*** RECORDS SHOWN ***

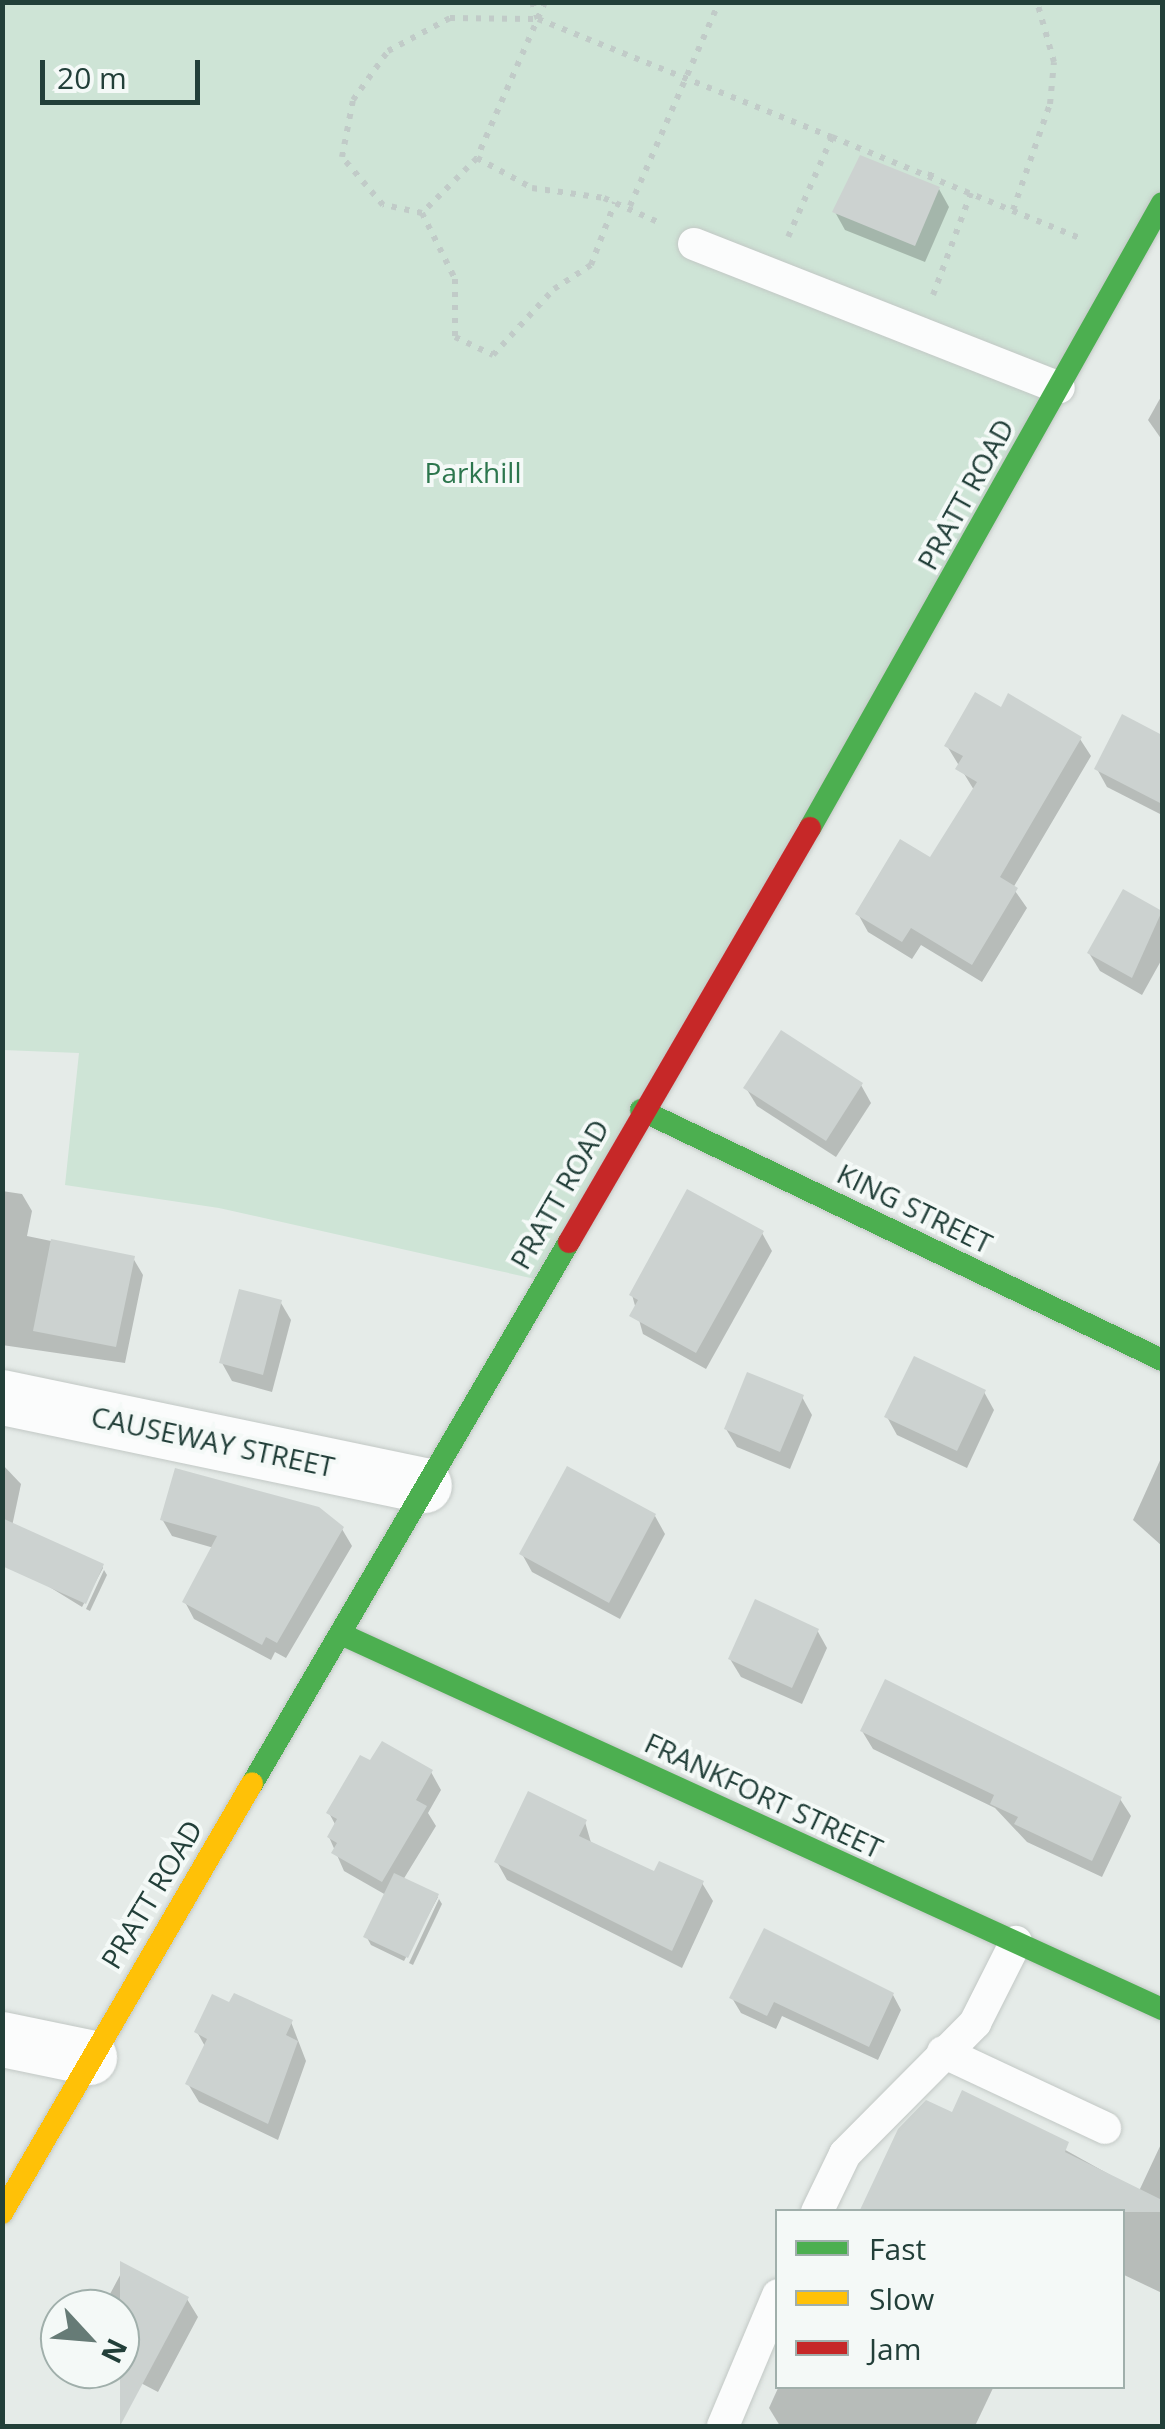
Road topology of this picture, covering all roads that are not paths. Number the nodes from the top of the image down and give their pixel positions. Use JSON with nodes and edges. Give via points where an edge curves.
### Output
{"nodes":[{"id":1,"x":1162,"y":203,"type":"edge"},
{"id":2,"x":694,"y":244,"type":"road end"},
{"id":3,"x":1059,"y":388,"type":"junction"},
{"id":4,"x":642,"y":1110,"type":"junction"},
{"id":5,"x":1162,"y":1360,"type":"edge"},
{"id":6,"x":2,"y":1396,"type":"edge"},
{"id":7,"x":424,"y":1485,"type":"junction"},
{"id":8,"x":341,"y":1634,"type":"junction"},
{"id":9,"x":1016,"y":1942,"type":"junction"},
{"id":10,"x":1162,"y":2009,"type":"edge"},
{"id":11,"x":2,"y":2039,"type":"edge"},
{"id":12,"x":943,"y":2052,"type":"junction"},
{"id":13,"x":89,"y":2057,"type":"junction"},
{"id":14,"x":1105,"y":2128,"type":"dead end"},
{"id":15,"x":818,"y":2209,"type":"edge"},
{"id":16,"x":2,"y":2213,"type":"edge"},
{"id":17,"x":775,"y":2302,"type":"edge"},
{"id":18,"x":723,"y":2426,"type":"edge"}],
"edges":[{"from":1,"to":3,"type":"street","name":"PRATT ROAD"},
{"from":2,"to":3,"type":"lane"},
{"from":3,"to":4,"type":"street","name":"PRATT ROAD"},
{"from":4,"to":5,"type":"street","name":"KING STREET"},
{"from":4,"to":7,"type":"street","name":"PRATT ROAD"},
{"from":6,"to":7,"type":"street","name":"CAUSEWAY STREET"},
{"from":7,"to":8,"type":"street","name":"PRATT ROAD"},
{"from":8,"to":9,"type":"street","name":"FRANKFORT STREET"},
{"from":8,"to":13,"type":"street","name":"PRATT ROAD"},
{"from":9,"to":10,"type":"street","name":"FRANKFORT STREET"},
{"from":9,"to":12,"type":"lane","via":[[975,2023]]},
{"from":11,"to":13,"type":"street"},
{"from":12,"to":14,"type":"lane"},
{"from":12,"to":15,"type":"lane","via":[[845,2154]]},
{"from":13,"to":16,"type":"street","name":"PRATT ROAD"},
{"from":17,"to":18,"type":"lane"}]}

*** End of RECORDS SHOWN ***

▸ TASK BRIEF
The expected answer is the complete set of entries, copied verbatim, with no pictures.

▸ ANSWER TO THIS TASK
Road topology of this picture, covering all roads that are not paths. Number the nodes from the top of the image down and give their pixel positions. Use JSON with nodes and edges. Give via points where an edge curves.
### Output
{"nodes":[{"id":1,"x":1162,"y":203,"type":"edge"},
{"id":2,"x":694,"y":244,"type":"road end"},
{"id":3,"x":1059,"y":388,"type":"junction"},
{"id":4,"x":642,"y":1110,"type":"junction"},
{"id":5,"x":1162,"y":1360,"type":"edge"},
{"id":6,"x":2,"y":1396,"type":"edge"},
{"id":7,"x":424,"y":1485,"type":"junction"},
{"id":8,"x":341,"y":1634,"type":"junction"},
{"id":9,"x":1016,"y":1942,"type":"junction"},
{"id":10,"x":1162,"y":2009,"type":"edge"},
{"id":11,"x":2,"y":2039,"type":"edge"},
{"id":12,"x":943,"y":2052,"type":"junction"},
{"id":13,"x":89,"y":2057,"type":"junction"},
{"id":14,"x":1105,"y":2128,"type":"dead end"},
{"id":15,"x":818,"y":2209,"type":"edge"},
{"id":16,"x":2,"y":2213,"type":"edge"},
{"id":17,"x":775,"y":2302,"type":"edge"},
{"id":18,"x":723,"y":2426,"type":"edge"}],
"edges":[{"from":1,"to":3,"type":"street","name":"PRATT ROAD"},
{"from":2,"to":3,"type":"lane"},
{"from":3,"to":4,"type":"street","name":"PRATT ROAD"},
{"from":4,"to":5,"type":"street","name":"KING STREET"},
{"from":4,"to":7,"type":"street","name":"PRATT ROAD"},
{"from":6,"to":7,"type":"street","name":"CAUSEWAY STREET"},
{"from":7,"to":8,"type":"street","name":"PRATT ROAD"},
{"from":8,"to":9,"type":"street","name":"FRANKFORT STREET"},
{"from":8,"to":13,"type":"street","name":"PRATT ROAD"},
{"from":9,"to":10,"type":"street","name":"FRANKFORT STREET"},
{"from":9,"to":12,"type":"lane","via":[[975,2023]]},
{"from":11,"to":13,"type":"street"},
{"from":12,"to":14,"type":"lane"},
{"from":12,"to":15,"type":"lane","via":[[845,2154]]},
{"from":13,"to":16,"type":"street","name":"PRATT ROAD"},
{"from":17,"to":18,"type":"lane"}]}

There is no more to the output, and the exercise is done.